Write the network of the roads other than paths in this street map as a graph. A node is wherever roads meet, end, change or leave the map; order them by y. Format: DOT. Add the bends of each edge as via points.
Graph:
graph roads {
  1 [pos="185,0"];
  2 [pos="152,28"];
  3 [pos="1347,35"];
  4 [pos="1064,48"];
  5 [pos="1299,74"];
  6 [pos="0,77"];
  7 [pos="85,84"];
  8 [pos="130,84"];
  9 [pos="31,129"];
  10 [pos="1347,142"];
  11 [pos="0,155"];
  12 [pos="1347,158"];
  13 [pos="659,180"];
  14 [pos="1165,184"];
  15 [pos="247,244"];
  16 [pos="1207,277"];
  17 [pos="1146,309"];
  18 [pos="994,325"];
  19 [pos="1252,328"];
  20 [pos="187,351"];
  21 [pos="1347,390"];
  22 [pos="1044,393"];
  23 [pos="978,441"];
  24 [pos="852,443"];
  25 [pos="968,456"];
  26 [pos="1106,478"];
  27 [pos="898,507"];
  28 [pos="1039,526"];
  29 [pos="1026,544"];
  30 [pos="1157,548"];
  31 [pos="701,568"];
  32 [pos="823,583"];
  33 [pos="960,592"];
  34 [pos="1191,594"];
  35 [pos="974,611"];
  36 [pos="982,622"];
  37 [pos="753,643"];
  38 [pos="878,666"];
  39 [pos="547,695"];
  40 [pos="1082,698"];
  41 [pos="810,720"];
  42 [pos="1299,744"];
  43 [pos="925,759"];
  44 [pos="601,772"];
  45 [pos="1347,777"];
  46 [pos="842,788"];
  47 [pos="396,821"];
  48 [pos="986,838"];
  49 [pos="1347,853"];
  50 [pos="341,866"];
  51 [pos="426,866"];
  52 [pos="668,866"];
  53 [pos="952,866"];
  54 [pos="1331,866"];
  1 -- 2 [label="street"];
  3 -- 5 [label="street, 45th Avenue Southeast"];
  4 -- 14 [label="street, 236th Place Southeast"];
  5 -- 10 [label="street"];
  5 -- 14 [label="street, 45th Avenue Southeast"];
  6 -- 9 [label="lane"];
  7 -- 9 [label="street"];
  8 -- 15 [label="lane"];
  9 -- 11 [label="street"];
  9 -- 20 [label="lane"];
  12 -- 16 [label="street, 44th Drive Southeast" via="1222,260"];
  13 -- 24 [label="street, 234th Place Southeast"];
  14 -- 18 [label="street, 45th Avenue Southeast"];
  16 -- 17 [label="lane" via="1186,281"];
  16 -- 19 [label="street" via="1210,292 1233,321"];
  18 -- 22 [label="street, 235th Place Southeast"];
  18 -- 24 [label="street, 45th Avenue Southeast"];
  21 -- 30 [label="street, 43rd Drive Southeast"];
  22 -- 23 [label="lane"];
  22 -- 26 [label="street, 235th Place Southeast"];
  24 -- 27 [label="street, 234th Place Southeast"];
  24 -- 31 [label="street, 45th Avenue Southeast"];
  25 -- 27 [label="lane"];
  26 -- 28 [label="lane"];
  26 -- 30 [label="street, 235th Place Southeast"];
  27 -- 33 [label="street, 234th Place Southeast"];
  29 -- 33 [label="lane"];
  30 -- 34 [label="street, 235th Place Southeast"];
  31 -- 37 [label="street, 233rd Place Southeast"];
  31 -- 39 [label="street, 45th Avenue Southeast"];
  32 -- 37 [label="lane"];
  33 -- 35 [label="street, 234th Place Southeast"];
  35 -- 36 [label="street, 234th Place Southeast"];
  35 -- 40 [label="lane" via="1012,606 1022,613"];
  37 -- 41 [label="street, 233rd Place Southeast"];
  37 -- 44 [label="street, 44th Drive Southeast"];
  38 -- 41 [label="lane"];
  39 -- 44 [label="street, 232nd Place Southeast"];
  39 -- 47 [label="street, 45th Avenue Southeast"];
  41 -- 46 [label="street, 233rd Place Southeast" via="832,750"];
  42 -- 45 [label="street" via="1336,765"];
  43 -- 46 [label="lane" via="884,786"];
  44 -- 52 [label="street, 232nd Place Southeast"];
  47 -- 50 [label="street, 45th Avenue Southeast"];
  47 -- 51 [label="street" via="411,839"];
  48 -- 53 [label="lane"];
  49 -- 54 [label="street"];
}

* **WORK TO BE COMPLETED**: Extract, from the material above, each line holding the word "Avenue".

* **RESPONSE TO THIS EXERCISE**:
  3 -- 5 [label="street, 45th Avenue Southeast"];
  5 -- 14 [label="street, 45th Avenue Southeast"];
  14 -- 18 [label="street, 45th Avenue Southeast"];
  18 -- 24 [label="street, 45th Avenue Southeast"];
  24 -- 31 [label="street, 45th Avenue Southeast"];
  31 -- 39 [label="street, 45th Avenue Southeast"];
  39 -- 47 [label="street, 45th Avenue Southeast"];
  47 -- 50 [label="street, 45th Avenue Southeast"];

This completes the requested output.